Data shown.
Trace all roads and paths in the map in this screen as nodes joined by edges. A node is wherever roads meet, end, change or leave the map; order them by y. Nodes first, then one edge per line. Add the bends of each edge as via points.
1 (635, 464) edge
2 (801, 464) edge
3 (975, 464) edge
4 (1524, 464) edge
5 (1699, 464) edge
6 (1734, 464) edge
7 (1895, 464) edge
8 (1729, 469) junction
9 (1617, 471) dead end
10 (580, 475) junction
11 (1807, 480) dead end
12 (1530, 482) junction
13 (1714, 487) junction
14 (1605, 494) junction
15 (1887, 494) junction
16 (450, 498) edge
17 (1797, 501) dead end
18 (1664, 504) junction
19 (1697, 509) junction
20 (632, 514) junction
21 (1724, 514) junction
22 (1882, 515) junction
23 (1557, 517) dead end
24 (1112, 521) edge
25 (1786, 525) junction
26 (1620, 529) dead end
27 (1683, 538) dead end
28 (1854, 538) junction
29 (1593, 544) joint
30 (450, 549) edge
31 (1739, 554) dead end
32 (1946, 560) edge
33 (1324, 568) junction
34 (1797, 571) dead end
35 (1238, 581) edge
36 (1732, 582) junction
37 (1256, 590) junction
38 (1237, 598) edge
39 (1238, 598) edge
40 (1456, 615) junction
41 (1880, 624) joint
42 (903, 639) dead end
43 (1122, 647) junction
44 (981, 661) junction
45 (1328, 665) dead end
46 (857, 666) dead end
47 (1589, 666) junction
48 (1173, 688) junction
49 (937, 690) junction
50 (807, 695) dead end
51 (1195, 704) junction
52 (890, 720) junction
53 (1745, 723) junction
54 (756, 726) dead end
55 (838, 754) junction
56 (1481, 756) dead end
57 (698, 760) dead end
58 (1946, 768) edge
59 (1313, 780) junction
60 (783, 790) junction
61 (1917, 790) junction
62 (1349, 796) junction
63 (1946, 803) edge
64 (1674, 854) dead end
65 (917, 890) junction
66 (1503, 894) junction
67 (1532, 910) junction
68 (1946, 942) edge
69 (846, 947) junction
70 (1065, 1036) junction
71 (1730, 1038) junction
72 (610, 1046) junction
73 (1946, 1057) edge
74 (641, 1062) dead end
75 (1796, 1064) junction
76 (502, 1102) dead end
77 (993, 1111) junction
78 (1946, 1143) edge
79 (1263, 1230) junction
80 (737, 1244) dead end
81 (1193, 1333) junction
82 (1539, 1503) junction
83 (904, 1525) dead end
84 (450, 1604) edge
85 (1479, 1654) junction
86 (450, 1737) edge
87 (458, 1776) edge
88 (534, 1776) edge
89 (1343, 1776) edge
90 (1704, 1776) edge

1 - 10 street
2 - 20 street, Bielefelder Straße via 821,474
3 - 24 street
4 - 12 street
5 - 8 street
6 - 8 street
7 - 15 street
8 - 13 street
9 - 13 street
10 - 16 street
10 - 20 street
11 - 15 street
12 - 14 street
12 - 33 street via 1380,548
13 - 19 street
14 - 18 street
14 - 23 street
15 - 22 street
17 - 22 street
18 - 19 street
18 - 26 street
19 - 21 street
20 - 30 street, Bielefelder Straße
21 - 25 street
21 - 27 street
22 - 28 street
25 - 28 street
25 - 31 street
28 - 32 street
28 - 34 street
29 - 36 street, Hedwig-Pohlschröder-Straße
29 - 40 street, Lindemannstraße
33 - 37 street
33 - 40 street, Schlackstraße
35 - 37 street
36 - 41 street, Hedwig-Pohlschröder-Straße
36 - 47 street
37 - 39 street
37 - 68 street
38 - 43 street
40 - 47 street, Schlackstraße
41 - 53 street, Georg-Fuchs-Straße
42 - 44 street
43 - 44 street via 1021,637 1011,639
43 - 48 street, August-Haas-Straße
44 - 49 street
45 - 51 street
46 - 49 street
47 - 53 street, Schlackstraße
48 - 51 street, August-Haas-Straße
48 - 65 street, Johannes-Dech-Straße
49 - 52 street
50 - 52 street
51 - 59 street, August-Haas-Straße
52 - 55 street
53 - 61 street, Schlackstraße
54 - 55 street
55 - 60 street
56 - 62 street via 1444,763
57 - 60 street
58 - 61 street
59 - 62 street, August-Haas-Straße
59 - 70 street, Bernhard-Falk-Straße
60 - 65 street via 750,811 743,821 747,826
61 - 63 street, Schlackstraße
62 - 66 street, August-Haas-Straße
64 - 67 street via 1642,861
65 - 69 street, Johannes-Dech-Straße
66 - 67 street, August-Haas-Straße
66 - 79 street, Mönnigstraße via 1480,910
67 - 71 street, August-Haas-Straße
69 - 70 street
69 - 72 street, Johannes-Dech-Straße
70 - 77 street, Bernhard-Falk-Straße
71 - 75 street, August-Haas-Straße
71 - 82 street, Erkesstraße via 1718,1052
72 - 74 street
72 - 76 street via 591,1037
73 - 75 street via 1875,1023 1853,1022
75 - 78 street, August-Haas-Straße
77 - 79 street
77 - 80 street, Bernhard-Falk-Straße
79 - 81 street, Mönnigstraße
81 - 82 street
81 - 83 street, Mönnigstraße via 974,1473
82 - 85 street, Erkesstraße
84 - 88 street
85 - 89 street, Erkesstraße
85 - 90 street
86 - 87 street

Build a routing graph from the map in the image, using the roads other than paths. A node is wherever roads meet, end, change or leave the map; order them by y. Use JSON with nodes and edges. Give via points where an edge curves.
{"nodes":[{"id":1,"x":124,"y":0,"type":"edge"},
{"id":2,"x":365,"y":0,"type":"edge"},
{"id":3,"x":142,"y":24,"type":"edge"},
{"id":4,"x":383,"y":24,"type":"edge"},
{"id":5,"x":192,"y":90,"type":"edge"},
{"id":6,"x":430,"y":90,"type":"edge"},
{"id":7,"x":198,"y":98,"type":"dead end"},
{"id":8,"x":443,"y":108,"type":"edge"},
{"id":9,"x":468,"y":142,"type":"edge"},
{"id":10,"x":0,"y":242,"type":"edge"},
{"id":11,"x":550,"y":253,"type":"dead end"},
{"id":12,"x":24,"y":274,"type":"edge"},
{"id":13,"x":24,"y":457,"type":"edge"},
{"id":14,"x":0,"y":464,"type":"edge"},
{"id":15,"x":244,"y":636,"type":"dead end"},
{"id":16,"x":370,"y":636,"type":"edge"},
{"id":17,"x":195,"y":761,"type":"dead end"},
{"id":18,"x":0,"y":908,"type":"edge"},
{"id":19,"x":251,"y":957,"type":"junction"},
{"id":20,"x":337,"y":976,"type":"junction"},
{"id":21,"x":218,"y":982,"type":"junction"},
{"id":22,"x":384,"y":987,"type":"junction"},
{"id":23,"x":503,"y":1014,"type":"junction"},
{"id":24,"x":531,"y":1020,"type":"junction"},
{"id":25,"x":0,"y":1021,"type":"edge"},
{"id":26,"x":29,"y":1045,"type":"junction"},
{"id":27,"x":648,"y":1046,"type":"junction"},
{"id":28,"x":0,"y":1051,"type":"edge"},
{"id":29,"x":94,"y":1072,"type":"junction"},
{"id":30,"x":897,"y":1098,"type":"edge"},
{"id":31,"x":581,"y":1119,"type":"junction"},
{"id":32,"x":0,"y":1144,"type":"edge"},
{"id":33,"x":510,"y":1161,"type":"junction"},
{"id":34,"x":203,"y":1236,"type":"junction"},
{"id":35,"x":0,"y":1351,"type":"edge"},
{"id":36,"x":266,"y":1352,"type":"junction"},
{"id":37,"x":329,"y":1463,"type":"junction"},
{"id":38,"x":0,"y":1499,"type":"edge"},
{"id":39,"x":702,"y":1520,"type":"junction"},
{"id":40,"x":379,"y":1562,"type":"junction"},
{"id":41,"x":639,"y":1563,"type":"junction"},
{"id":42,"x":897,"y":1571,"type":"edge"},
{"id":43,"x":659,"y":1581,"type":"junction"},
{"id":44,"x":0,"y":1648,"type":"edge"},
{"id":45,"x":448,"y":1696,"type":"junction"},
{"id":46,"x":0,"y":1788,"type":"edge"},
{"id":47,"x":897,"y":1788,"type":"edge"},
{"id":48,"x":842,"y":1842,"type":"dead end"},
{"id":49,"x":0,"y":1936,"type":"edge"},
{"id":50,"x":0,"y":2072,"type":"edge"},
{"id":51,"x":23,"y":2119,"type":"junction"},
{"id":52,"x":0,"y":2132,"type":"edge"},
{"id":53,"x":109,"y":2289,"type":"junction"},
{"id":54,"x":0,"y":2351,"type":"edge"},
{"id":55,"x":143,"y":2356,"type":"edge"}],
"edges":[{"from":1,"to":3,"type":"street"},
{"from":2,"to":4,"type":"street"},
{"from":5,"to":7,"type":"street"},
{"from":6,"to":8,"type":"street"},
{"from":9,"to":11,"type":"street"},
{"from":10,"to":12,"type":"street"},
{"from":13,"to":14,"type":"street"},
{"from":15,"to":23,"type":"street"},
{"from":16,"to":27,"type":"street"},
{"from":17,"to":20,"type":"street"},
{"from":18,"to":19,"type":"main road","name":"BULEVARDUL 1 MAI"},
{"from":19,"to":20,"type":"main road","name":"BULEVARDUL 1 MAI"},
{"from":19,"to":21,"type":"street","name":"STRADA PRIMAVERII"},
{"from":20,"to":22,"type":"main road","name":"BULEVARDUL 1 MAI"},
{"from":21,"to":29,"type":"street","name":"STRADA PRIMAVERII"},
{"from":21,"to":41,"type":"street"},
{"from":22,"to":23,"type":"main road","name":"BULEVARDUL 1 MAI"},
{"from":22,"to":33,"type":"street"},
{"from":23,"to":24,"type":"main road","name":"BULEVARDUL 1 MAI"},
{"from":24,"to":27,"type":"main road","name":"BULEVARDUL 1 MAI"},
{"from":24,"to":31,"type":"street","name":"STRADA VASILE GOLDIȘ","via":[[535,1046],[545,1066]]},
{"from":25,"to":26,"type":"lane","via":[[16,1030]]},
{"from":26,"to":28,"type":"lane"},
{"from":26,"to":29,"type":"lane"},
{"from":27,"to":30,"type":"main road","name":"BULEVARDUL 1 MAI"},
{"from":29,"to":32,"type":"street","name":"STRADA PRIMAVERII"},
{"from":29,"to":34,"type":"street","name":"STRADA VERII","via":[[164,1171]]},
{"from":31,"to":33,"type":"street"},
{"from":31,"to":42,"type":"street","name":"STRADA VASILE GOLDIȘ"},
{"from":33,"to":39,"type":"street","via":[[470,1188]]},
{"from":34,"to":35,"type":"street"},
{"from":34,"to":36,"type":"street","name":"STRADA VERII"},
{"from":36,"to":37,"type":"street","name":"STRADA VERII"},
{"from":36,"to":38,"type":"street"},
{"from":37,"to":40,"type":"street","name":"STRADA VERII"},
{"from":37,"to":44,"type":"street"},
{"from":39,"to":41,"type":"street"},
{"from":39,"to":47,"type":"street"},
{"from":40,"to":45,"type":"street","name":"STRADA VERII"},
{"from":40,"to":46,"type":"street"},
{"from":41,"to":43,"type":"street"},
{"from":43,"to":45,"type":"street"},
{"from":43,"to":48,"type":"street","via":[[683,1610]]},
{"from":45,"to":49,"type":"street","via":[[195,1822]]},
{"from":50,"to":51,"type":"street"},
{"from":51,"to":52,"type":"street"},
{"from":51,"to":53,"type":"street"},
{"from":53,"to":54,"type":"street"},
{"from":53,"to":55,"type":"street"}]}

Work order. Check every line of the data, and copy the ones that contain "August".

Output of the exercise.
43 - 48 street, August-Haas-Straße
48 - 51 street, August-Haas-Straße
51 - 59 street, August-Haas-Straße
59 - 62 street, August-Haas-Straße
62 - 66 street, August-Haas-Straße
66 - 67 street, August-Haas-Straße
67 - 71 street, August-Haas-Straße
71 - 75 street, August-Haas-Straße
75 - 78 street, August-Haas-Straße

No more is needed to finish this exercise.